§ Input data
Start of Block

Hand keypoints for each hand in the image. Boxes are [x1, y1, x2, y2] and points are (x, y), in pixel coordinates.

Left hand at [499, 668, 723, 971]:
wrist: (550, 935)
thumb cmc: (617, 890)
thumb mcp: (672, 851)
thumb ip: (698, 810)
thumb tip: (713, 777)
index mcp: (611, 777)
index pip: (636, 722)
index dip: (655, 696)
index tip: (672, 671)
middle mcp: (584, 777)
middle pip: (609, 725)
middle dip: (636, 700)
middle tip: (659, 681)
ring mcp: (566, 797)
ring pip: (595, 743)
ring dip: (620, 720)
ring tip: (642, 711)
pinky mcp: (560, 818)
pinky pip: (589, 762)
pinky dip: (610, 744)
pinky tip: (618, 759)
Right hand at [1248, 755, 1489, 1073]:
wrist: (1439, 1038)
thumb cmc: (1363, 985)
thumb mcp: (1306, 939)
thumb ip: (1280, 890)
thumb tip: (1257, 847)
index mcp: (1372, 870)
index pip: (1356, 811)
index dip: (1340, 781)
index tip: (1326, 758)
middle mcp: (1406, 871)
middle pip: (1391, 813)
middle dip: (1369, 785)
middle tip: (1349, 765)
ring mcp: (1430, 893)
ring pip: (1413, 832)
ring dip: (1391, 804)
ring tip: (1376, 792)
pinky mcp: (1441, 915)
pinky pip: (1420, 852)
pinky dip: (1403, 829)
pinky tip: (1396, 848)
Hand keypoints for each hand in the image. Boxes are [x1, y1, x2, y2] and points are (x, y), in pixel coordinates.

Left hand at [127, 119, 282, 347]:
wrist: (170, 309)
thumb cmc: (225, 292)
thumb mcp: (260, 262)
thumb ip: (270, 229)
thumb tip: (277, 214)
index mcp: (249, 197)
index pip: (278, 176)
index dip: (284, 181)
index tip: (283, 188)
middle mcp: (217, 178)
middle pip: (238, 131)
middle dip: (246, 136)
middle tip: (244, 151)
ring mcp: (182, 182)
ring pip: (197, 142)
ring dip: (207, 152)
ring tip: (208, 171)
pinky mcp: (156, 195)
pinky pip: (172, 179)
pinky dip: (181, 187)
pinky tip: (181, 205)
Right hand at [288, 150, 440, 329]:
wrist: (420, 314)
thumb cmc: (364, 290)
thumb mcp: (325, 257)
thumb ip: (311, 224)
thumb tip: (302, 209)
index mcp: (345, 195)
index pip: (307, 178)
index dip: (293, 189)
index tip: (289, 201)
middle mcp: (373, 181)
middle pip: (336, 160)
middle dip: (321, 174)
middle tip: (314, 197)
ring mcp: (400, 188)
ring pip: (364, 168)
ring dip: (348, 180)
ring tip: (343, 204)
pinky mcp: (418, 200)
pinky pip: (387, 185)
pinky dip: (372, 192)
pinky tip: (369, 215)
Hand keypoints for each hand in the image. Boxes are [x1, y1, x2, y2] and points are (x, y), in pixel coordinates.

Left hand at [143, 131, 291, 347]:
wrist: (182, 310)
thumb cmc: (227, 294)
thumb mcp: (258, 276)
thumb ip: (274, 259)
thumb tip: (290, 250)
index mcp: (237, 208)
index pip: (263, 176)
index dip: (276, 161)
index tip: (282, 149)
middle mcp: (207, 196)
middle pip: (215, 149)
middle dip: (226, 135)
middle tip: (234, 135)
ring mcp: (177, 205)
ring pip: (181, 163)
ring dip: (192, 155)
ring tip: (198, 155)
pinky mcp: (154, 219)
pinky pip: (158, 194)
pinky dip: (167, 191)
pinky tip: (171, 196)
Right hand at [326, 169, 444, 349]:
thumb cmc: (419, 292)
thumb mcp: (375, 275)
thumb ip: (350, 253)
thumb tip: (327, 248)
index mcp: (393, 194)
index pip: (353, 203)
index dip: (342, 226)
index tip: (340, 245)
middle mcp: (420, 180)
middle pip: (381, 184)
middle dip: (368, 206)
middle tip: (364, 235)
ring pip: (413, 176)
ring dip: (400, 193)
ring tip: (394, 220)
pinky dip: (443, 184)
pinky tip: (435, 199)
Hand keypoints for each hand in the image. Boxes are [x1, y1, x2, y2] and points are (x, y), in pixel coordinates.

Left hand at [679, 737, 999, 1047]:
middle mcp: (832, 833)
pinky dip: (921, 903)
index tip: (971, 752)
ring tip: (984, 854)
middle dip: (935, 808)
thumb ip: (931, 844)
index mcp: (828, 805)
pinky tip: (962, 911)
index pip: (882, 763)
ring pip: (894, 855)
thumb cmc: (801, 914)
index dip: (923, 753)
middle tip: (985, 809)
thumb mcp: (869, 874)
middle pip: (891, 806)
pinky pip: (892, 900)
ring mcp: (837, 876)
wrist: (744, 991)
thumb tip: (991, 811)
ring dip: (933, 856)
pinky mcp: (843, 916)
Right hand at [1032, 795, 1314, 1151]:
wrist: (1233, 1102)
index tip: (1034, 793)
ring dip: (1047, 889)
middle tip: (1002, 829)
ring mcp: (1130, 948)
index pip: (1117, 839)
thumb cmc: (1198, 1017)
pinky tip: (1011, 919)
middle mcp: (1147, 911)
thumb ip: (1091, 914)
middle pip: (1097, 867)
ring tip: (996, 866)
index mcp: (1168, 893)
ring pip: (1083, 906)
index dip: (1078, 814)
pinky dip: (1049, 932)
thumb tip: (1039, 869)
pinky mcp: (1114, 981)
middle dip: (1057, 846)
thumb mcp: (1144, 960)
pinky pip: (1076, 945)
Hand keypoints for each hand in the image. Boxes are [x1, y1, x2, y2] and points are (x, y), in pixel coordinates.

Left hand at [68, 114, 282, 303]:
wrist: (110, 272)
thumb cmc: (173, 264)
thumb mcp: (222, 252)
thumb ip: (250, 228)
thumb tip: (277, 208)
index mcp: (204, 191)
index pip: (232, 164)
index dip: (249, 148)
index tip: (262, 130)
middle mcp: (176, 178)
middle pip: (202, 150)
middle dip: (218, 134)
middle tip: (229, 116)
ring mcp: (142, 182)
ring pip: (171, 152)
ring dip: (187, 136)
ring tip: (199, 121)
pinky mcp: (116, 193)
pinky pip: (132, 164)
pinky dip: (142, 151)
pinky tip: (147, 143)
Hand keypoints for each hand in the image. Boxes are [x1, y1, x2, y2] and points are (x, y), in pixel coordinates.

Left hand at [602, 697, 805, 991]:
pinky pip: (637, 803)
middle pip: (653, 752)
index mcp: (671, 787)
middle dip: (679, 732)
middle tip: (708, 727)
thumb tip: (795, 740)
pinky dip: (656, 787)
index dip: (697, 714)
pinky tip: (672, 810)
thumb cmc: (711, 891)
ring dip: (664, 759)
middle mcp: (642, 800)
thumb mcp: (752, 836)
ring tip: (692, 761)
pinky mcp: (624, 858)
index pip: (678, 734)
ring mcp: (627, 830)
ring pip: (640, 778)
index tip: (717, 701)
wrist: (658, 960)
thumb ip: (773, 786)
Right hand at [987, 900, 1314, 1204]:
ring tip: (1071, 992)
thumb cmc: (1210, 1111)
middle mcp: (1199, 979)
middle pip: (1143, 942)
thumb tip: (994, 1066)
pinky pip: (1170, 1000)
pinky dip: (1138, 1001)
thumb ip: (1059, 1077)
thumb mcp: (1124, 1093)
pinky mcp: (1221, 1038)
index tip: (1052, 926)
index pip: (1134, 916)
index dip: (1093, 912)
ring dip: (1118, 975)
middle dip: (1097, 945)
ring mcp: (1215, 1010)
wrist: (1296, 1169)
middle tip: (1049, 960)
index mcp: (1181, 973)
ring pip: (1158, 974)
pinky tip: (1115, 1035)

End of Block

Print the whole listing above exactly, please.

§ Response area
Hand keypoints for each hand in the image. Boxes are [x1, y1, x2, y2] and points are (x, y), in pixel coordinates.

Left hand at [499, 668, 723, 971]:
wrist: (550, 935)
thumb cmc: (617, 890)
thumb mcp: (672, 851)
thumb ip: (698, 810)
thumb tip: (713, 777)
index mcp: (611, 777)
index pip: (636, 722)
index dip: (655, 696)
index tip: (672, 671)
middle mcp: (584, 777)
middle pip: (609, 725)
middle dip: (636, 700)
middle tip: (659, 681)
ring mcp: (566, 797)
ring pip: (595, 743)
ring dip: (620, 720)
ring tip: (642, 711)
pinky mcp: (560, 818)
pinky pip: (589, 762)
pinky dip: (610, 744)
pinky tip: (618, 759)
Right hand at [1248, 755, 1489, 1073]:
wrist: (1439, 1038)
thumb cmc: (1363, 985)
thumb mcp: (1306, 939)
thumb ip: (1280, 890)
thumb tip: (1257, 847)
index mcp: (1372, 870)
index pip: (1356, 811)
index dip: (1340, 781)
index tip: (1326, 758)
middle mcp: (1406, 871)
middle pip: (1391, 813)
middle dip: (1369, 785)
middle tip: (1349, 765)
ring mcp: (1430, 893)
ring pip: (1413, 832)
ring dip: (1391, 804)
ring tip: (1376, 792)
pinky mcp: (1441, 915)
pinky pip: (1420, 852)
pinky dip: (1403, 829)
pinky tip: (1396, 848)
Hand keypoints for each hand in the image. Boxes are [x1, y1, x2, y2] and points are (x, y), in pixel coordinates.

Left hand at [127, 119, 282, 347]:
wrist: (170, 309)
thumb cmc: (225, 292)
thumb mcp: (260, 262)
thumb ip: (270, 229)
thumb tip: (277, 214)
index mcp: (249, 197)
index pip: (278, 176)
index dip: (284, 181)
index tip: (283, 188)
middle mcp: (217, 178)
middle pip: (238, 131)
middle dip: (246, 136)
middle tip: (244, 151)
ring mcp: (182, 182)
ring pip: (197, 142)
ring dip: (207, 152)
ring tip: (208, 171)
pinky mcp: (156, 195)
pinky pip: (172, 179)
pinky dip: (181, 187)
pinky tip: (181, 205)
Right hand at [288, 150, 440, 329]:
wrist: (420, 314)
thumb cmc: (364, 290)
thumb mcp: (325, 257)
thumb ip: (311, 224)
thumb tip: (302, 209)
index mcp: (345, 195)
index pip: (307, 178)
index dip: (293, 189)
index tip: (289, 201)
middle mcp: (373, 181)
middle pip: (336, 160)
middle dip: (321, 174)
middle tip: (314, 197)
ring mcp: (400, 188)
ring pip: (364, 168)
ring dip: (348, 180)
ring tip: (343, 204)
pinky mcp: (418, 200)
pinky pip: (387, 185)
pinky dip: (372, 192)
pinky tip: (369, 215)
Hand keypoints for each hand in the image. Boxes are [x1, y1, x2, y2] and points are (x, y), in pixel coordinates.

Left hand at [143, 131, 291, 347]:
wrist: (182, 310)
thumb cmc: (227, 294)
thumb mcp: (258, 276)
thumb ip: (274, 259)
thumb tip: (290, 250)
index mcp: (237, 208)
index pip: (263, 176)
index dip: (276, 161)
index tip: (282, 149)
middle mcp: (207, 196)
middle pip: (215, 149)
middle dip: (226, 135)
middle tip: (234, 135)
ring mcp: (177, 205)
ring pip: (181, 163)
ring dip: (192, 155)
ring tip: (198, 155)
pinky mcp: (154, 219)
pinky pip: (158, 194)
pinky dip: (167, 191)
pinky tip: (171, 196)
Right hand at [326, 169, 444, 349]:
thumb cmc: (419, 292)
thumb mcp: (375, 275)
thumb ip: (350, 253)
thumb tip: (327, 248)
index mcp: (393, 194)
index pip: (353, 203)
index dip: (342, 226)
index tip: (340, 245)
middle mcp: (420, 180)
middle pip: (381, 184)
middle dip: (368, 206)
middle tip: (364, 235)
ring pip: (413, 176)
ring dip: (400, 193)
ring tip: (394, 220)
pinky dip: (443, 184)
pinky tip: (435, 199)
Hand keypoints for each hand in the image. Boxes are [x1, y1, x2, y2] and points are (x, y), in pixel coordinates.

Left hand at [679, 737, 999, 1047]:
middle mcp: (832, 833)
pinky dip: (921, 903)
index tip: (971, 752)
ring tip: (984, 854)
middle dip: (935, 808)
thumb ip: (931, 844)
index mcp: (828, 805)
pinky tip: (962, 911)
index pip: (882, 763)
ring pip: (894, 855)
thumb cmc: (801, 914)
index dip: (923, 753)
middle tip: (985, 809)
thumb mcp: (869, 874)
middle pip: (891, 806)
pinky pip: (892, 900)
ring mcp: (837, 876)
wrist: (744, 991)
thumb tip: (991, 811)
ring dip: (933, 856)
pinky mcp: (843, 916)
Right hand at [1032, 795, 1314, 1151]:
wrist: (1233, 1102)
index tip: (1034, 793)
ring dip: (1047, 889)
middle tip: (1002, 829)
ring mcp: (1130, 948)
index pip: (1117, 839)
thumb cmc: (1198, 1017)
pinky tip: (1011, 919)
middle mcp: (1147, 911)
thumb ip: (1091, 914)
middle pip: (1097, 867)
ring tip: (996, 866)
index mcp: (1168, 893)
ring pip: (1083, 906)
index dip: (1078, 814)
pinky dip: (1049, 932)
thumb tip: (1039, 869)
pinky mcp: (1114, 981)
middle dip: (1057, 846)
thumb mcp: (1144, 960)
pinky pip: (1076, 945)
Hand keypoints for each hand in the image. Boxes are [x1, y1, x2, y2] and points are (x, y), in pixel coordinates.

Left hand at [68, 114, 282, 303]:
wrist: (110, 272)
thumb cmc: (173, 264)
thumb mcp: (222, 252)
thumb ip: (250, 228)
thumb tip: (277, 208)
index mcp: (204, 191)
index pip: (232, 164)
index dip: (249, 148)
index tip: (262, 130)
middle mcp: (176, 178)
middle pip: (202, 150)
middle dip: (218, 134)
middle tip: (229, 116)
ring mcp: (142, 182)
ring pip: (171, 152)
ring dip: (187, 136)
ring tip: (199, 121)
pinky mcp: (116, 193)
pinky pip: (132, 164)
pinky dip: (142, 151)
pinky tip: (147, 143)
Hand keypoints for each hand in the image. Boxes are [x1, y1, x2, y2] and points are (x, y), in pixel coordinates.

Left hand at [602, 697, 805, 991]:
pinky pip: (637, 803)
middle pip: (653, 752)
index mcp: (671, 787)
middle dip: (679, 732)
middle tip: (708, 727)
thumb tip: (795, 740)
pinky dip: (656, 787)
index dip: (697, 714)
pinky tip: (672, 810)
thumb cmc: (711, 891)
ring dip: (664, 759)
middle mcp: (642, 800)
thumb mcp: (752, 836)
ring tip: (692, 761)
pinky mcp: (624, 858)
index pip: (678, 734)
ring mcp: (627, 830)
ring pip: (640, 778)
index tip: (717, 701)
wrist: (658, 960)
thumb ip: (773, 786)
Right hand at [987, 900, 1314, 1204]:
ring tip: (1071, 992)
thumb cmc: (1210, 1111)
middle mcp: (1199, 979)
middle pip: (1143, 942)
thumb tip: (994, 1066)
pinky pip: (1170, 1000)
pinky dip: (1138, 1001)
thumb ip: (1059, 1077)
thumb mcp: (1124, 1093)
pinky mcp: (1221, 1038)
index tip: (1052, 926)
index pip: (1134, 916)
index dip: (1093, 912)
ring dip: (1118, 975)
middle dip: (1097, 945)
ring mcp: (1215, 1010)
wrist: (1296, 1169)
middle tip: (1049, 960)
index mcp: (1181, 973)
ring pip: (1158, 974)
pinky tip: (1115, 1035)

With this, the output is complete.